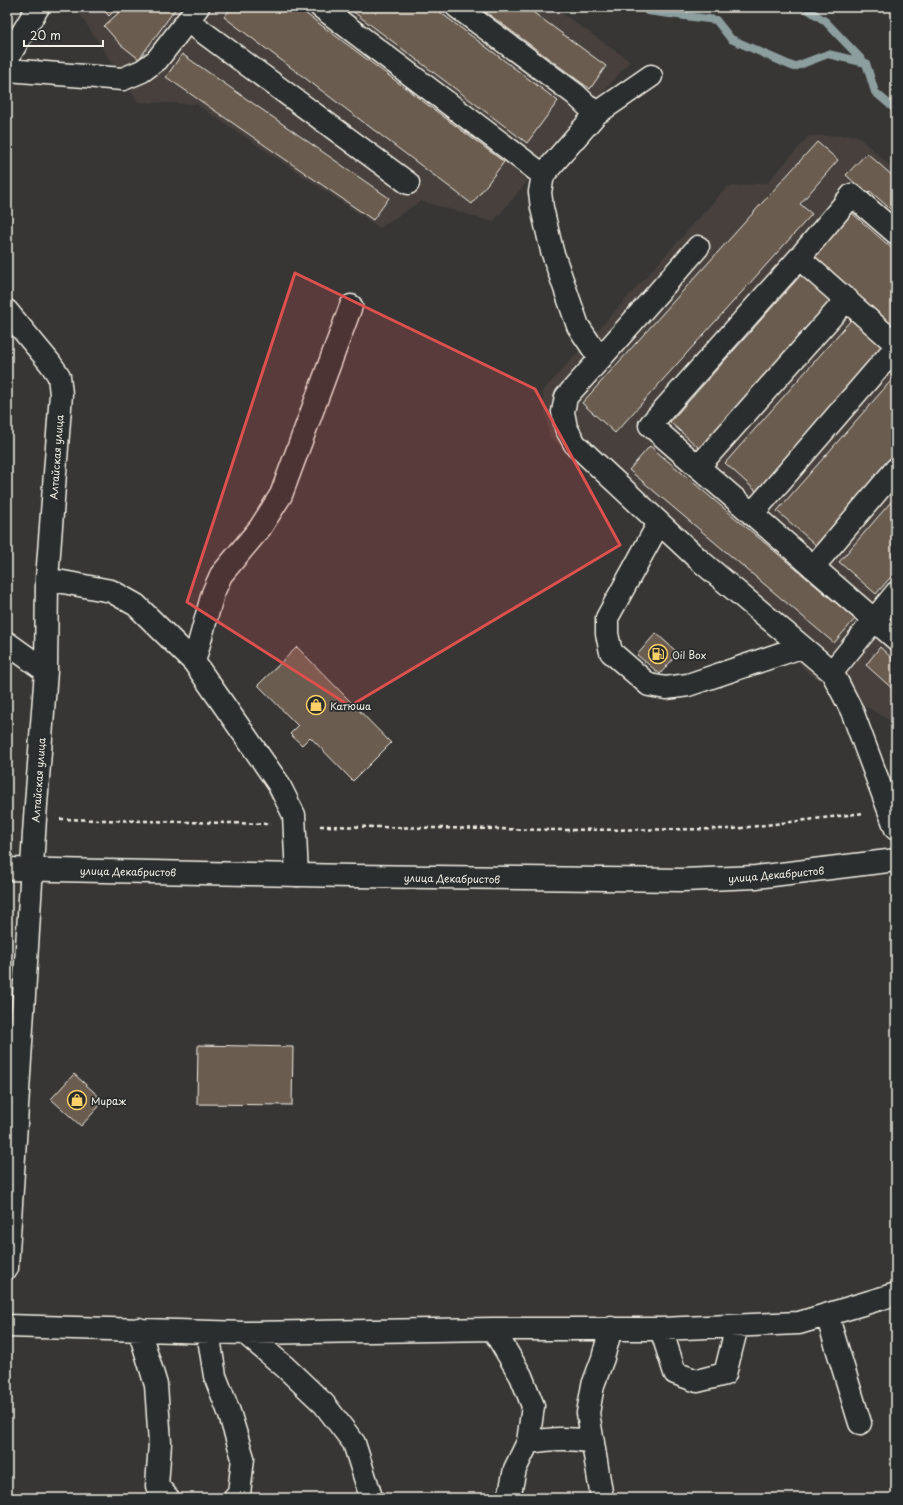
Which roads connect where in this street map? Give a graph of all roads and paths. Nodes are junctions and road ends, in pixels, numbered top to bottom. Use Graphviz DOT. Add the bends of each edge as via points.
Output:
graph roads {
  1 [pos="38,7"];
  2 [pos="320,7"];
  3 [pos="458,7"];
  4 [pos="193,14"];
  5 [pos="7,59"];
  6 [pos="7,70"];
  7 [pos="651,76"];
  8 [pos="596,114"];
  9 [pos="543,175"];
  10 [pos="408,183"];
  11 [pos="896,233"];
  12 [pos="698,247"];
  13 [pos="798,258"];
  14 [pos="847,299"];
  15 [pos="351,306"];
  16 [pos="7,311"];
  17 [pos="896,344"];
  18 [pos="896,347"];
  19 [pos="600,359"];
  20 [pos="698,467"];
  21 [pos="896,469"];
  22 [pos="752,514"];
  23 [pos="659,523"];
  24 [pos="813,568"];
  25 [pos="47,580"];
  26 [pos="896,593"];
  27 [pos="874,620"];
  28 [pos="896,639"];
  29 [pos="7,643"];
  30 [pos="802,647"];
  31 [pos="194,662"];
  32 [pos="46,671"];
  33 [pos="832,672"];
  34 [pos="35,818"];
  35 [pos="892,819"];
  36 [pos="295,825"];
  37 [pos="896,860"];
  38 [pos="7,869"];
  39 [pos="32,870"];
  40 [pos="297,874"];
  41 [pos="10,1178"];
  42 [pos="7,1268"];
  43 [pos="896,1294"];
  44 [pos="827,1315"];
  45 [pos="7,1326"];
  46 [pos="737,1326"];
  47 [pos="611,1328"];
  48 [pos="139,1329"];
  49 [pos="493,1329"];
  50 [pos="661,1329"];
  51 [pos="208,1332"];
  52 [pos="245,1333"];
  53 [pos="860,1423"];
  54 [pos="528,1442"];
  55 [pos="593,1442"];
  56 [pos="371,1497"];
  57 [pos="168,1498"];
  58 [pos="235,1498"];
  59 [pos="509,1498"];
  60 [pos="602,1498"];
  1 -- 5 [label="main road"];
  2 -- 9 [label="main road"];
  3 -- 8 [label="main road" via="575,94"];
  4 -- 6 [label="main road" via="157,60 142,71 123,79"];
  4 -- 10 [label="main road"];
  7 -- 8 [label="main road"];
  8 -- 9 [label="main road"];
  9 -- 19 [label="main road" via="540,192 552,251 578,326"];
  11 -- 13 [label="main road" via="852,195"];
  12 -- 19 [label="main road"];
  13 -- 14 [label="main road"];
  13 -- 20 [label="main road" via="650,425"];
  14 -- 17 [label="main road"];
  14 -- 20 [label="main road"];
  15 -- 31 [label="main road" via="281,495 260,528 221,575 213,593"];
  16 -- 25 [label="main road, Алтайская улица" via="59,376 61,394"];
  18 -- 22 [label="main road"];
  19 -- 23 [label="main road" via="566,397 563,412 566,428 574,444"];
  20 -- 22 [label="main road"];
  21 -- 24 [label="main road"];
  22 -- 24 [label="main road"];
  23 -- 30 [label="main road"];
  23 -- 30 [label="main road" via="607,618 611,652 649,685 666,688 688,685"];
  24 -- 27 [label="main road"];
  25 -- 31 [label="main road" via="111,591 136,605"];
  25 -- 32 [label="main road, Алтайская улица"];
  26 -- 27 [label="main road"];
  27 -- 28 [label="main road"];
  27 -- 33 [label="main road"];
  29 -- 32 [label="main road"];
  30 -- 33 [label="main road"];
  31 -- 36 [label="main road" via="278,783 294,815"];
  32 -- 34 [label="main road, Алтайская улица"];
  33 -- 35 [label="main road" via="852,711"];
  34 -- 36 [label="path"];
  34 -- 39 [label="main road, Алтайская улица"];
  35 -- 36 [label="path" via="733,829 554,830"];
  36 -- 40 [label="main road"];
  37 -- 40 [label="main road, улица Декабристов" via="756,877 683,880"];
  38 -- 39 [label="main road, улица Декабристов"];
  39 -- 40 [label="main road, улица Декабристов"];
  39 -- 41 [label="main road, Алтайская улица"];
  41 -- 42 [label="main road, Алтайская улица"];
  43 -- 44 [label="main road"];
  44 -- 46 [label="main road" via="799,1323"];
  44 -- 53 [label="main road"];
  45 -- 48 [label="main road"];
  46 -- 50 [label="main road"];
  46 -- 50 [label="main road" via="725,1374 697,1380 675,1373"];
  47 -- 49 [label="main road"];
  47 -- 50 [label="main road"];
  47 -- 55 [label="main road" via="593,1385 588,1413"];
  48 -- 51 [label="main road"];
  48 -- 57 [label="main road" via="156,1384 160,1443 157,1486"];
  49 -- 52 [label="main road"];
  49 -- 54 [label="main road" via="521,1376 533,1406"];
  51 -- 52 [label="main road"];
  51 -- 58 [label="main road" via="215,1376 243,1458 239,1494"];
  52 -- 56 [label="main road" via="324,1404 354,1442"];
  54 -- 55 [label="main road" via="558,1438"];
  54 -- 59 [label="main road" via="515,1469"];
  55 -- 60 [label="main road"];
}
---+---
**TASK TO COMPLETE**
Please set down the data above exactly as given, leaving every picture out.

**WRITTEN SOLUTION**
Which roads connect where in this street map? Give a graph of all roads and paths. Nodes are junctions and road ends, in pixels, numbered top to bottom. Use Graphviz DOT. Add the bends of each edge as via points.
Output:
graph roads {
  1 [pos="38,7"];
  2 [pos="320,7"];
  3 [pos="458,7"];
  4 [pos="193,14"];
  5 [pos="7,59"];
  6 [pos="7,70"];
  7 [pos="651,76"];
  8 [pos="596,114"];
  9 [pos="543,175"];
  10 [pos="408,183"];
  11 [pos="896,233"];
  12 [pos="698,247"];
  13 [pos="798,258"];
  14 [pos="847,299"];
  15 [pos="351,306"];
  16 [pos="7,311"];
  17 [pos="896,344"];
  18 [pos="896,347"];
  19 [pos="600,359"];
  20 [pos="698,467"];
  21 [pos="896,469"];
  22 [pos="752,514"];
  23 [pos="659,523"];
  24 [pos="813,568"];
  25 [pos="47,580"];
  26 [pos="896,593"];
  27 [pos="874,620"];
  28 [pos="896,639"];
  29 [pos="7,643"];
  30 [pos="802,647"];
  31 [pos="194,662"];
  32 [pos="46,671"];
  33 [pos="832,672"];
  34 [pos="35,818"];
  35 [pos="892,819"];
  36 [pos="295,825"];
  37 [pos="896,860"];
  38 [pos="7,869"];
  39 [pos="32,870"];
  40 [pos="297,874"];
  41 [pos="10,1178"];
  42 [pos="7,1268"];
  43 [pos="896,1294"];
  44 [pos="827,1315"];
  45 [pos="7,1326"];
  46 [pos="737,1326"];
  47 [pos="611,1328"];
  48 [pos="139,1329"];
  49 [pos="493,1329"];
  50 [pos="661,1329"];
  51 [pos="208,1332"];
  52 [pos="245,1333"];
  53 [pos="860,1423"];
  54 [pos="528,1442"];
  55 [pos="593,1442"];
  56 [pos="371,1497"];
  57 [pos="168,1498"];
  58 [pos="235,1498"];
  59 [pos="509,1498"];
  60 [pos="602,1498"];
  1 -- 5 [label="main road"];
  2 -- 9 [label="main road"];
  3 -- 8 [label="main road" via="575,94"];
  4 -- 6 [label="main road" via="157,60 142,71 123,79"];
  4 -- 10 [label="main road"];
  7 -- 8 [label="main road"];
  8 -- 9 [label="main road"];
  9 -- 19 [label="main road" via="540,192 552,251 578,326"];
  11 -- 13 [label="main road" via="852,195"];
  12 -- 19 [label="main road"];
  13 -- 14 [label="main road"];
  13 -- 20 [label="main road" via="650,425"];
  14 -- 17 [label="main road"];
  14 -- 20 [label="main road"];
  15 -- 31 [label="main road" via="281,495 260,528 221,575 213,593"];
  16 -- 25 [label="main road, Алтайская улица" via="59,376 61,394"];
  18 -- 22 [label="main road"];
  19 -- 23 [label="main road" via="566,397 563,412 566,428 574,444"];
  20 -- 22 [label="main road"];
  21 -- 24 [label="main road"];
  22 -- 24 [label="main road"];
  23 -- 30 [label="main road"];
  23 -- 30 [label="main road" via="607,618 611,652 649,685 666,688 688,685"];
  24 -- 27 [label="main road"];
  25 -- 31 [label="main road" via="111,591 136,605"];
  25 -- 32 [label="main road, Алтайская улица"];
  26 -- 27 [label="main road"];
  27 -- 28 [label="main road"];
  27 -- 33 [label="main road"];
  29 -- 32 [label="main road"];
  30 -- 33 [label="main road"];
  31 -- 36 [label="main road" via="278,783 294,815"];
  32 -- 34 [label="main road, Алтайская улица"];
  33 -- 35 [label="main road" via="852,711"];
  34 -- 36 [label="path"];
  34 -- 39 [label="main road, Алтайская улица"];
  35 -- 36 [label="path" via="733,829 554,830"];
  36 -- 40 [label="main road"];
  37 -- 40 [label="main road, улица Декабристов" via="756,877 683,880"];
  38 -- 39 [label="main road, улица Декабристов"];
  39 -- 40 [label="main road, улица Декабристов"];
  39 -- 41 [label="main road, Алтайская улица"];
  41 -- 42 [label="main road, Алтайская улица"];
  43 -- 44 [label="main road"];
  44 -- 46 [label="main road" via="799,1323"];
  44 -- 53 [label="main road"];
  45 -- 48 [label="main road"];
  46 -- 50 [label="main road"];
  46 -- 50 [label="main road" via="725,1374 697,1380 675,1373"];
  47 -- 49 [label="main road"];
  47 -- 50 [label="main road"];
  47 -- 55 [label="main road" via="593,1385 588,1413"];
  48 -- 51 [label="main road"];
  48 -- 57 [label="main road" via="156,1384 160,1443 157,1486"];
  49 -- 52 [label="main road"];
  49 -- 54 [label="main road" via="521,1376 533,1406"];
  51 -- 52 [label="main road"];
  51 -- 58 [label="main road" via="215,1376 243,1458 239,1494"];
  52 -- 56 [label="main road" via="324,1404 354,1442"];
  54 -- 55 [label="main road" via="558,1438"];
  54 -- 59 [label="main road" via="515,1469"];
  55 -- 60 [label="main road"];
}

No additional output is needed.